Dado que en Estados Unidos no hubo romanticismo, tuvieron que inventarlo por pundonor nacional. Y mimético al europeo. Fue el llamado western. Películas de vaqueros y coristas de saloon, de indios guerreros y biblias, de predicadores y cuatreros, de bisontes en la pradera y ahorcados con la

soga, de la estampida del oro narrada por London hacia el Kondlike de Alaska. Esa línea impregnó la música nacionalista -la de Copland, por ejemplo- y alcanza la actualidad literaria de hoy con Corman McCarthy. Pero sobre todo permanece en el imaginario colectivo sobre códigos nunca enterrados. Porque el relato fue real.

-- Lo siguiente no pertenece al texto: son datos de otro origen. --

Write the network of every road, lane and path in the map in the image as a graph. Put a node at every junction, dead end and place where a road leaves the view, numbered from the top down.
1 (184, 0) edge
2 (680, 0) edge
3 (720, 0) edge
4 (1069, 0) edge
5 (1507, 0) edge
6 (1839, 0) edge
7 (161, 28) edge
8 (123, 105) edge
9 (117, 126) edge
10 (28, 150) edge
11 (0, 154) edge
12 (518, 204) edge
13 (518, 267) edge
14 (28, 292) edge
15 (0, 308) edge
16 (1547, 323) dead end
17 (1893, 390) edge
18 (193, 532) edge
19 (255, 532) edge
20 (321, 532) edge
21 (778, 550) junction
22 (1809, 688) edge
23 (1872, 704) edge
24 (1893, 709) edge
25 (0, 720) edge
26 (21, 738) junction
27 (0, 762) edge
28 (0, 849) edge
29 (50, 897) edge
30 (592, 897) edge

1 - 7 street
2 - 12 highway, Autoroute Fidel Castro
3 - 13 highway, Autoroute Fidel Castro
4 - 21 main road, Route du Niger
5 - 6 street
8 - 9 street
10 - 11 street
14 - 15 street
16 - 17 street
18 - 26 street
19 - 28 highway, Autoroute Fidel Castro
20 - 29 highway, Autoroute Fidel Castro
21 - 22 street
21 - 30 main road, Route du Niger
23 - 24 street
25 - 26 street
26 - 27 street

EE UU es un país sin historia y debió amalgamarla toda en un siglo: las consecuencias de esa colonización violenta y medieval aún perduran en la psique de la nación. Vaqueros e indios, colonizadores implacables, ciudades sin ley, Colts 45, pistoleros y enterradores, wiski y vacas: sucedió hace pocas generaciones. Como contó Faulkner en Sartoris, los estadounidenses del XIX no curioseaban sobre su pasado: descendían del famoso tribunal de Londres que los había expulsado a las colonias por maleantes. Así se construyó la epopeya de EE UU. Y así responde la nación que consagra la libertad de expresión y los derechos humanos cuando se trata de liquidar un trauma colectivo: matando al enemigo y preguntando después. Obama o Bush. No importa. El mito puede más que la razón; la mística de la nación, más que los códigos jurídicos; el miedo, más que los principios; y la pulsión colectiva más que las personas.

¿Dónde empieza y acaba la legalidad? ¿Dónde comienza la bestia y acaba el hombre? Más allá de las libertades y de los derechos, se hallaba Bin Laden. Como en el viejo western, donde colgaban carteles con las efigies de los pistoleros, se había puesto recompensa a su cabeza: 50.000 dólares. Vivo o muerto. Fue el sherif Bush quien hizo la valoración y dispuso la cifra, incapaz de abatirle. Obama ha logrado ejecutar la misión. Mejor muerto que vivo. El lider terrorista, que acabó con la vida de 3.000 estadounidenses y cambió el paradigma de la nación poblándola de estupor y de fantasmas, murió de dos tiros. Iba desarmado.

De inmediato, miles de personas colonizaron las calles de EE UU y rodearon la Casa Blanca festejando el triunfo. La imagen izando banderas y emitiendo comentarios jocosos, celebraba la muerte. La muerte del icono, es decir, la caza del mal. Muerte al fin y al cabo. Y se narraba como si el viejo Manchester actual, allá en la metrópoli, hubiera ganado alguna final futbolística.

Los satélites europeos se contagiaron del furor y anularon su capacidad crítica: también aplaudieron la muerte del terrorista sin preguntarse por los procedimientos ni los principios de legalidad. Como en el western, sólo se trata de distinguir entre el bien y el mal. La Europa desquiciada también se ha dado un baño de romanticismo. Cuando se pierde el rumbo, lo cómodo es mirar al pasado. EE UU lo hace. Tanto, que siempre está basculando sobre aquellos valores que construyeron una nación. Obama se halla en la cúspide de su popularidad. Ha cazado el mal sin necesidad de reparar en los tribunales. Ya puede invitar a una ronda en el saloon.